Author Conclusion: "The 4 studied patients showed the appearance of one or two mutations when they escaped from the MK-0518 treatment:G140S + Q148H, N155H, E92Q and E157Q, respectively. All mutations led to a resistance of the enzyme, thus confirming integrase as the primary target of the inhibitor in vivo. The fact that viral load was able to rebound at its pretreatment level for viruses harboring one mutation suggest that the genetic barrier of this compound seems to be relatively thin and that the selection of only one mutation is able to lead to a virological fealure to raltegravir. This fact implicates that this compound should be used only with other active drugs that have to be combined to it in the regimen. Finally, most of these mutations led to strongly crippled enzymes. The mechanism by which the virus can support efficient replication while encoding a catalytically inactive integrase remains to be elucidated. Several viral or cellular factors can be evolved in such phenomenon".
ABSTRACT
Raltegravir (MK-0518) is a potent integrase inhibitor that is highly active in patients harboring resistance viruses to other antiretroviral classes. It has been recently shown that raltegravir can select mutations in integrase gene in patients failing to raltegravir regimen.
Four heavily pretreated patients who received a salvage therapy including raltegravir and who subsequently developed virological failure under raltegravir therapy were studied. To describe the genetic changes in the integrase gene, the complete nucleotide sequence of the 864 nucleotides integrase coding region was amplified and determined at different time points during the follow-up of each patient. The 288 corresponding amino acid were deduced, analysed and compared to the point at the beginning of the treatment. The PCR products were cloned into bacterial expression vectors and the 8 proteins produced and purified were assayed in vitro.
Four different profiles of mutations were identified: G140S + Q148H that seemed to appear at the same time; N155H; E92Q and E157Q mutations. In vitro, the four wild-type recombinant integrases were sensitive to raltegravir showing a strand transfer activity specifically inhibited by raltegravir and an unaffected 3' processing activity. All identified mutations altered the functions of integrase protein, E92Q was moderately affected for both 3'processing and strand transfer activities, N155H remained fully active for 3'processing but was markedly impaired for strand transfer, G140S + Q148H was strongly impaired for both activities, retaining only little residual activity and E157Q was almost completely inactive for both 3'processing and strand transfer.

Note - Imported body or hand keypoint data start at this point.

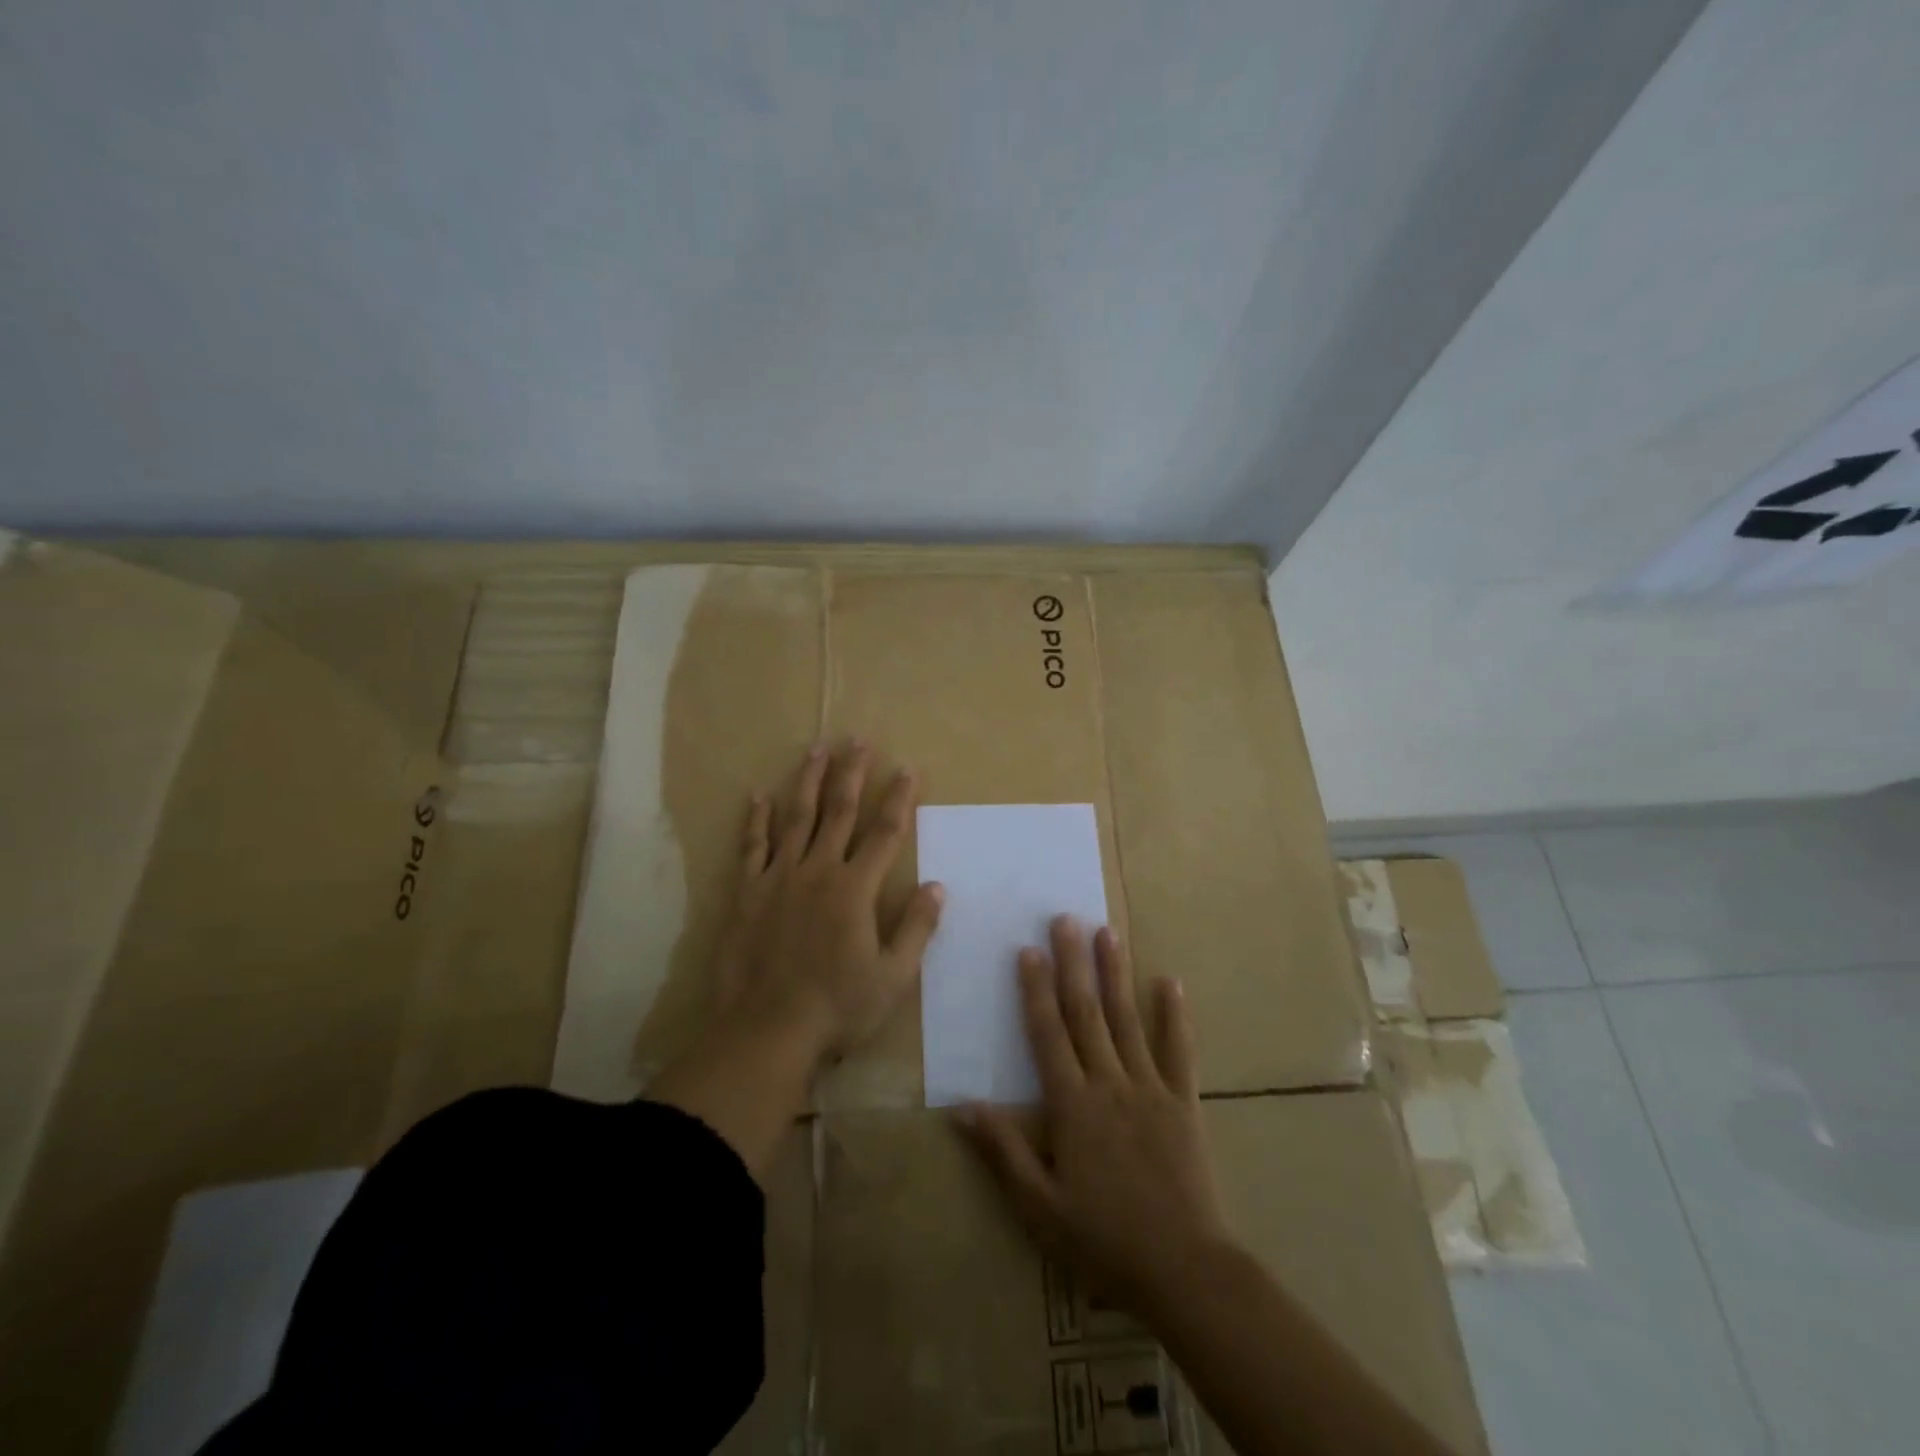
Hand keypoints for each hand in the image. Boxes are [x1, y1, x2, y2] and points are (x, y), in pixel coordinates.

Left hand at [713, 740, 944, 1061]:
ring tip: (816, 750)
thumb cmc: (837, 1008)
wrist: (766, 1032)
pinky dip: (756, 820)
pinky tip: (758, 795)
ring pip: (796, 818)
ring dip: (808, 781)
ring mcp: (778, 878)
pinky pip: (752, 847)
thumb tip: (937, 886)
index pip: (885, 833)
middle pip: (839, 812)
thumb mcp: (893, 977)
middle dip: (851, 774)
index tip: (907, 768)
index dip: (899, 799)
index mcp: (855, 890)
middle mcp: (818, 871)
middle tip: (857, 740)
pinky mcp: (747, 893)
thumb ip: (916, 928)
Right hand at [958, 916, 1232, 1318]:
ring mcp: (1150, 1088)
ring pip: (1127, 1019)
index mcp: (1072, 1105)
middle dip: (1073, 964)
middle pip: (1086, 1013)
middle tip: (1065, 920)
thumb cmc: (1104, 1241)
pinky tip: (1170, 981)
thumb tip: (963, 1105)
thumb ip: (1003, 1151)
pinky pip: (1179, 1050)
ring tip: (1107, 932)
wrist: (1185, 1270)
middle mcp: (1109, 1083)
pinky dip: (1174, 1015)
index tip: (1028, 951)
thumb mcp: (1040, 1207)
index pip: (1047, 1034)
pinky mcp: (1184, 1102)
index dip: (1035, 991)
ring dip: (1116, 973)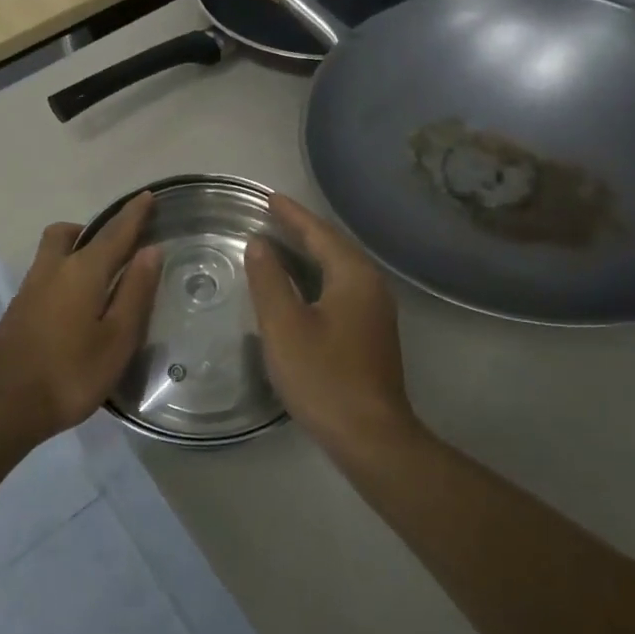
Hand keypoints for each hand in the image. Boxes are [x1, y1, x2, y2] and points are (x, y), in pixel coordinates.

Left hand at [0, 192, 161, 443]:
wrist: (1, 406)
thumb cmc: (70, 373)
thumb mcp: (116, 339)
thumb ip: (135, 292)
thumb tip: (150, 250)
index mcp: (82, 271)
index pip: (115, 233)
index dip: (134, 215)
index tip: (147, 196)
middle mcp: (53, 269)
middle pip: (69, 233)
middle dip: (94, 229)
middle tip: (117, 246)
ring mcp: (30, 288)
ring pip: (53, 252)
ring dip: (76, 250)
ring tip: (100, 276)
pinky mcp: (18, 309)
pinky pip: (46, 274)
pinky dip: (65, 273)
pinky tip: (76, 304)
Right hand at [244, 195, 416, 455]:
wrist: (370, 436)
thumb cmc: (323, 377)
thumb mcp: (284, 326)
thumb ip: (269, 280)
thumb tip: (259, 243)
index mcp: (353, 276)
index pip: (319, 232)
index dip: (291, 214)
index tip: (267, 197)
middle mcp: (371, 285)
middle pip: (333, 245)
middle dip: (302, 228)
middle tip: (271, 213)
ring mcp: (375, 309)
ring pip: (339, 267)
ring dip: (311, 251)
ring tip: (281, 240)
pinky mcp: (372, 331)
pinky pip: (342, 286)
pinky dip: (319, 274)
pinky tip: (301, 283)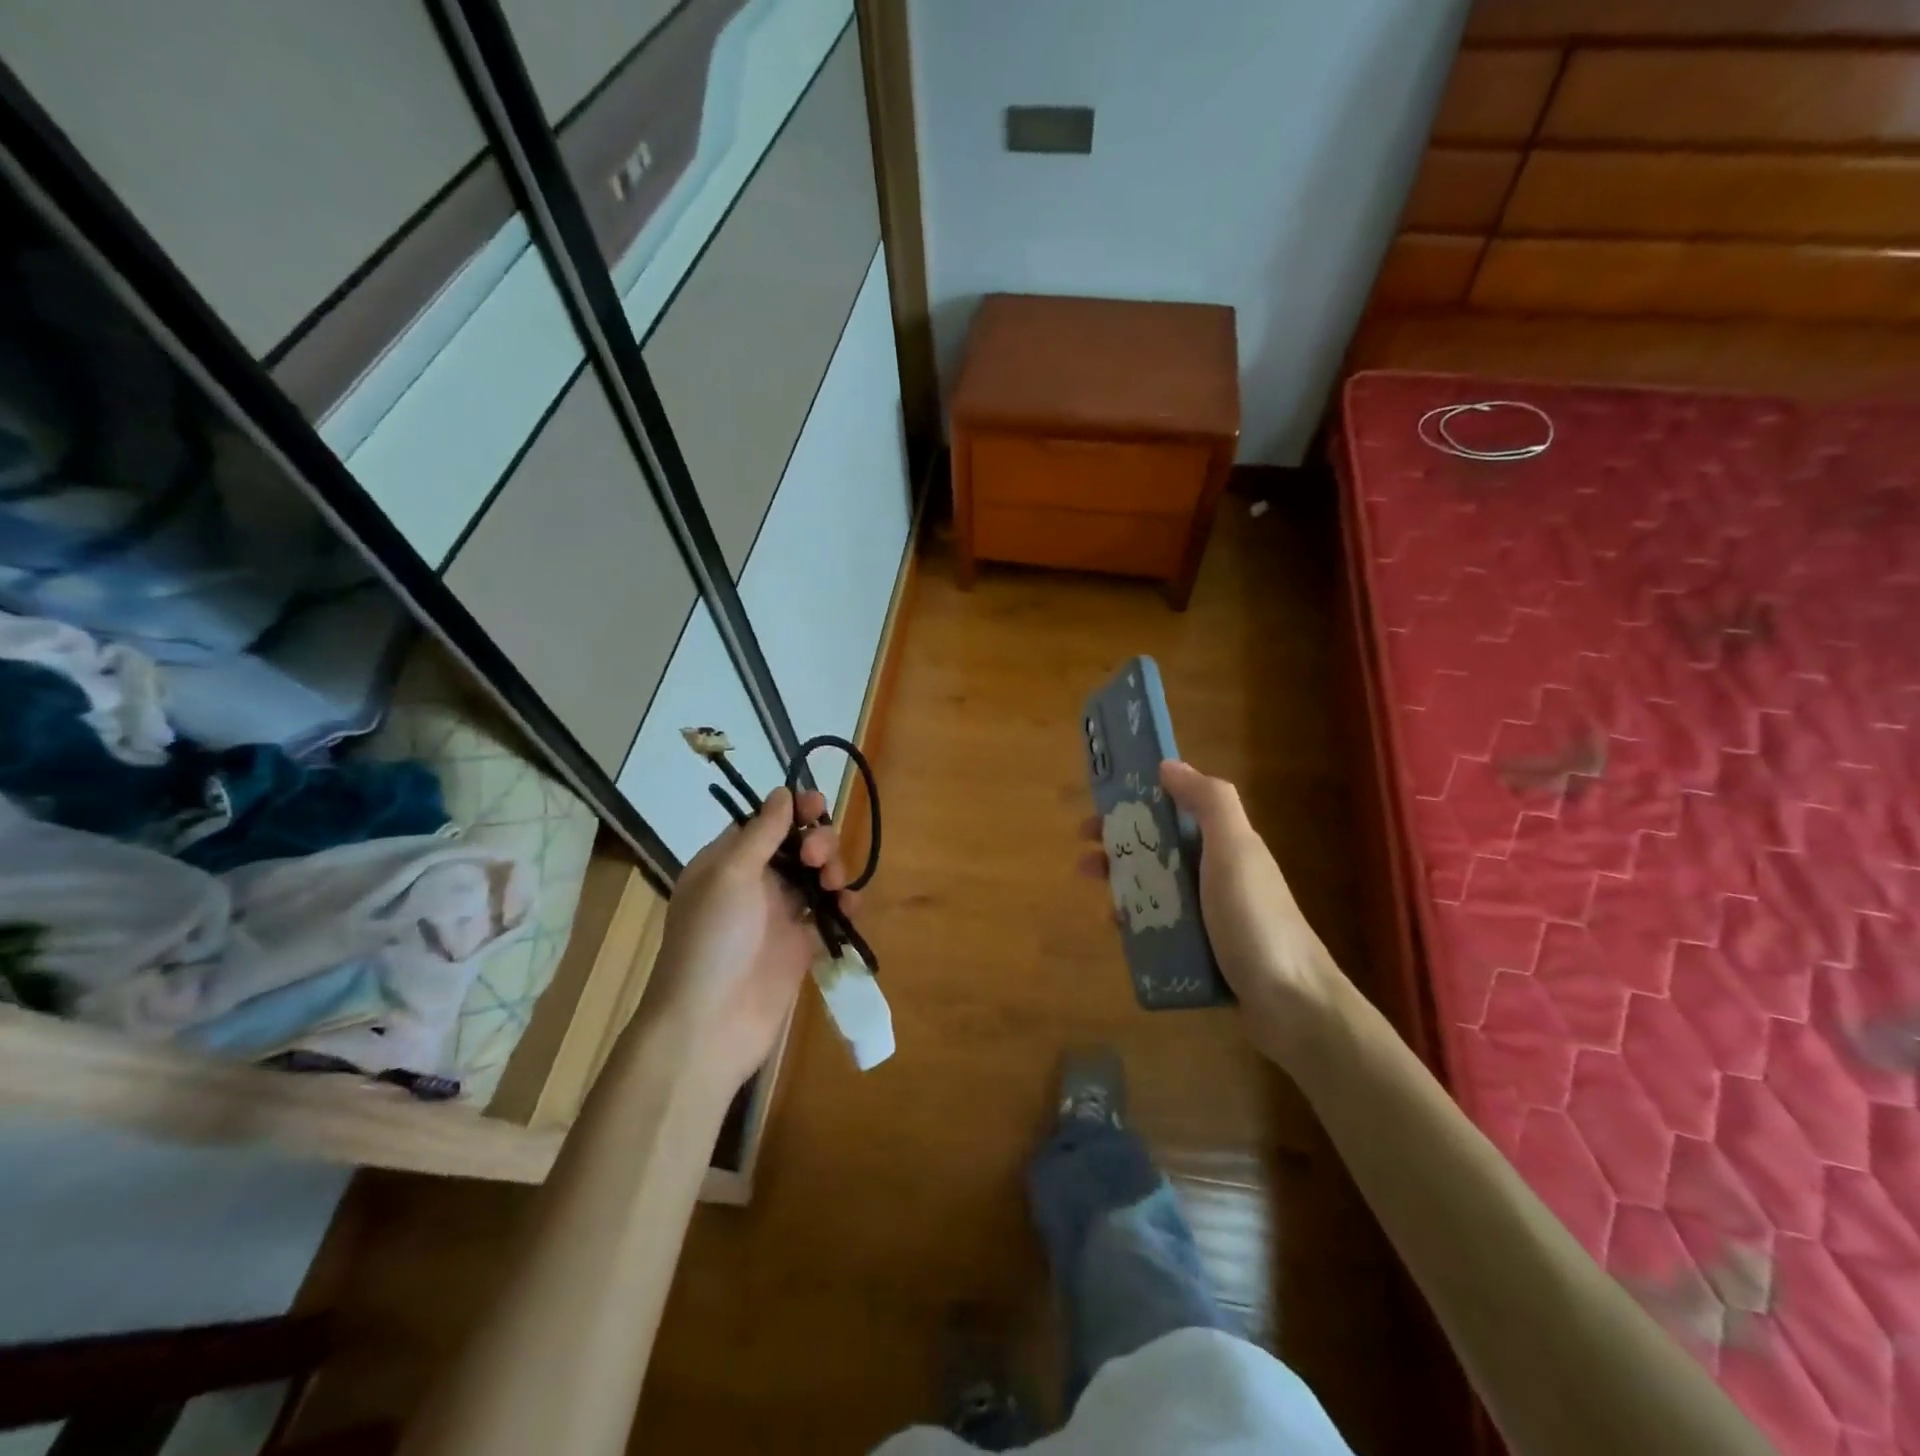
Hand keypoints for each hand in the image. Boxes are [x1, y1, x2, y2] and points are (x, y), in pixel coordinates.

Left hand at [652, 787, 853, 1090]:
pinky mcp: (802, 945)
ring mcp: (780, 915)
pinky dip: (844, 906)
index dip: (793, 810)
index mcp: (727, 862)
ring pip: (818, 876)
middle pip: (798, 846)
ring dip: (833, 870)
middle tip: (817, 859)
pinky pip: (830, 914)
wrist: (710, 1025)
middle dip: (817, 842)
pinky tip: (849, 909)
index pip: (766, 822)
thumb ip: (762, 833)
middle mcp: (754, 883)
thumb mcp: (730, 875)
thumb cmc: (712, 941)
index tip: (817, 805)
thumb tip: (783, 792)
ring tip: (833, 885)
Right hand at [1079, 760, 1348, 1070]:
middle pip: (1159, 849)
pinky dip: (1137, 922)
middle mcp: (1217, 873)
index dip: (1137, 803)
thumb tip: (1168, 765)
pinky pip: (1161, 926)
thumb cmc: (1255, 919)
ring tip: (1096, 896)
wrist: (1292, 1004)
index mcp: (1225, 843)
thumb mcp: (1234, 849)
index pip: (1175, 809)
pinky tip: (1118, 930)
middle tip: (1085, 858)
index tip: (1101, 808)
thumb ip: (1208, 801)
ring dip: (1123, 885)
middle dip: (1120, 847)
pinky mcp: (1204, 950)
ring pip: (1156, 887)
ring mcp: (1212, 913)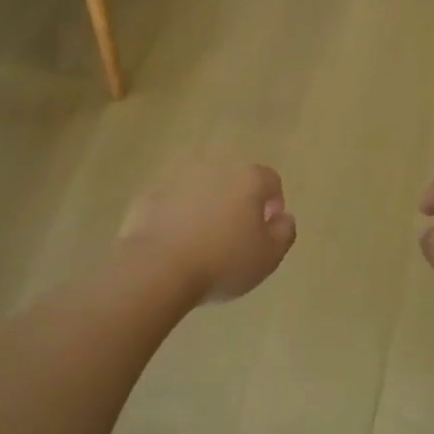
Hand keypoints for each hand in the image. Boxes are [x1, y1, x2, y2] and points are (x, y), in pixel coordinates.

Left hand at [119, 160, 296, 302]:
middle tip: (235, 231)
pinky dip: (176, 212)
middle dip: (237, 198)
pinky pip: (171, 199)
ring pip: (200, 185)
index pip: (270, 180)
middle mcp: (213, 166)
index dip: (274, 202)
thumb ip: (284, 232)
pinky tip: (174, 240)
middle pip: (233, 178)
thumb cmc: (223, 262)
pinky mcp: (149, 193)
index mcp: (248, 178)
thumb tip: (284, 217)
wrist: (158, 267)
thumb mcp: (269, 256)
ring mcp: (177, 176)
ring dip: (205, 202)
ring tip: (203, 235)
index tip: (267, 227)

E92Q, G140S + Q148H and N155H integrase mutations, located near the catalytic site of the enzyme, have been identified in patients failing to raltegravir and led to an in vitro resistance. Finally these mutations led to strongly crippled enzymes when tested in vitro in the absence of raltegravir affecting the strand transfer activity in all cases and the 3' processing in some cases.
METHODS, MATERIALS
Four HIV-1 infected patients with virological failure (HIV-1 plasma viral load (VL) > 1000 copies/mL) under MK-0518 containing regimen were analyzed
The integrase gene were amplified and sequenced
Ten microliters of RNA were used for reverse transcription (RT)-PCR (Titan One-Tube RT-PCR kit; Roche Applied Science) following the manufacturer's instructions and using 0,4 µM (final concentration) of each primers IN12 and IN13
The second-round PCR using the AmpliTaq DNA polymerase (Applied Biosystems) was performed following the manufacturer's instructions and using 1 µM (final concentration) each primers IN1 and BH4
The integrase gene was sequenced using a cycle sequencing reaction with the Big Dye terminator kit (Applied Biosystems). A set of 4 primers were used for a complete double-strain coverage of the integrase gene
Production and purification of integrase
The PCR products corresponding to the whole IN sequences were digested with NdeI and BamHI and finally cloned into the pET-15b bacterial expression vector
His-tagged INs were expressed in Escherichia coli BL21 (DE3) and purified under native conditions
IN activity assay
For activity assays, 21-mer ODN U5 (5'-GTGTGGAAAATCTCTAGCAGT-3') was radiolabelled with T4 polynucleotide kinase (Biolabs) and g[32-P]ATP (3000 Ci/mmol) (Amersham), and purified on a Sephadex G-10 column (GE Healthcare). Double-stranded ODN substrate was obtained by mixing equimolar amount of labeled U5B with its complementary strands (5'-ACTGCTAGAGATTTTCCACAC-3') in the presence of 100 mM NaCl. Reactions were carried out for 1 hr at 37°C, in a buffer containing 10 mM HEPES (pH7.2), 1 mM DTT, 7.5 mM MgCl2 in the presence of 12.5 nM dsDNA substrate and recombinant IN at various concentrations. Products were separated by electrophoresis in denaturing 18% acrylamide/urea gels. Gels were analysed with STORM 840TM phosphoimager (GE Healthcare Life sciences, Piscataway, USA) and quantified with ImageQuantTM 4.1 software. IC50 were derived from Inhibition curves fitted to experimental data with Prism 4.0 software (Graphpad software Inc, Sand Diego, USA)
RESULTS
Patients and viral load
The HIV-1 viral load decreased from baseline to become indetectable (CV<1.69 log10 copies/mL) in 4 weeks, in patients 2 and 3. In the patient 1, the viral load decreased as well but remained detectable (CV=2.86 log10 copie/mL) while the patient 4 showed only a little decrease of the viral load (CV=5.0 log10 copie/mL).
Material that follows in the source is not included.